Il percorso tutto interiore dell’individuazione si compie così nella capacità di “non perdersi di vista” in questo gioco di apparizioni e dissolvenze in cui consiste la tecnica, o forse l’arte della ricerca (della perdita) della propria identità: una domanda che la poetessa ha lasciato in sospeso nel suo primo autoritratto con quella chiusa angosciata “Ditemi chi sono adesso”. È un’abilità appresa col tempo, affinata attraverso una costante riflessione, sorta di monologo interiore, che a tratti sfocia in una saggezza disinvolta e leggera, mai esibita, eppure così profonda: “si riaccende l’antico automatismo del sogno che sogna”, “so che le cose celesti si comportano come quelle terrestri” (settimo autoritratto notturno) anticipando quella “saggezza naturale”, viatico o occasione dell’ultima “falsa fuga da sé” con cui il libro si chiude.

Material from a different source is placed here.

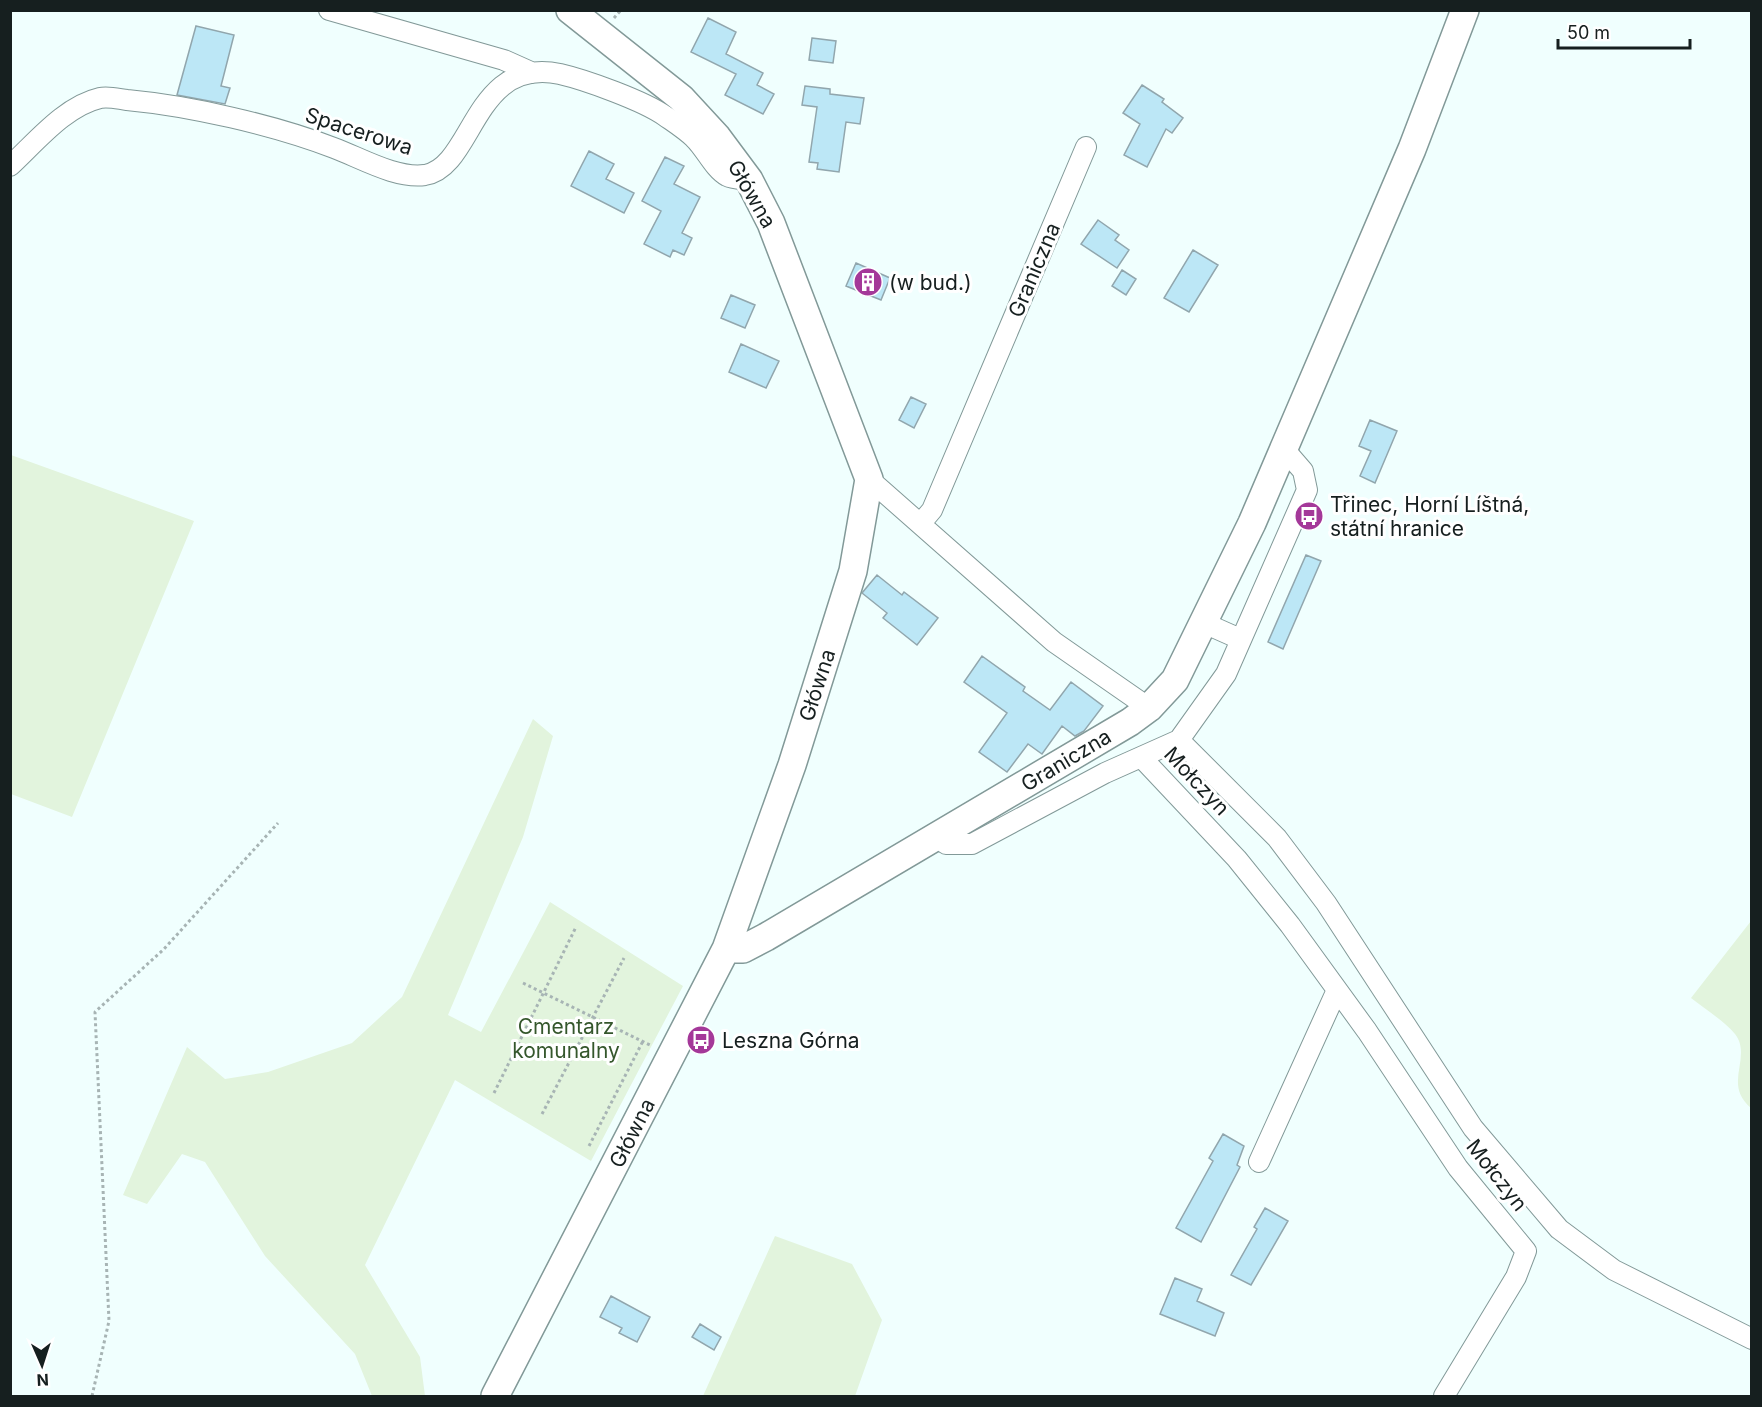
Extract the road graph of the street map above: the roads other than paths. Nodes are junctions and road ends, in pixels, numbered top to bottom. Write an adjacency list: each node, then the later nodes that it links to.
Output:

Un libro impegnativo e intenso, anche per le scelte stilistiche di un linguaggio a tratti dissolto, percorso da un sommovimento interiore (terremoti, maremoti e scosse telluriche pure proposti in alcuni passaggi della raccolta), da un ritmo sempre incalzante e modulato, una delle caratteristiche strutturali più rilevanti della poesia di Frisa – ora attraversato da un’imminenza che impedisce la perfezione: “Chi se ne infischia delle regole”,oppure: “L’aria non ha cassetti:/ e una scarpa è lì e un occhiale è là/ biancheggiano foglie e camicie/ in aria come bandiere” (nono autoritratto diurno), tuttavia sostenuto da una severa sobrietà, da un’angoscia mai sopita, presagio di crolli prossimi, che al linguaggio stesso inibiscono aspirazioni e fasti, spesso appena accennati. Nel quotidiano introspettivo c’è un respiro metafisico e in questo respiro metafisico l’intromissione del quotidiano: questo, a mio giudizio, è forse l’aspetto più originale e convincente della poesia di Frisa e, in particolare, di Se fossimo immortali.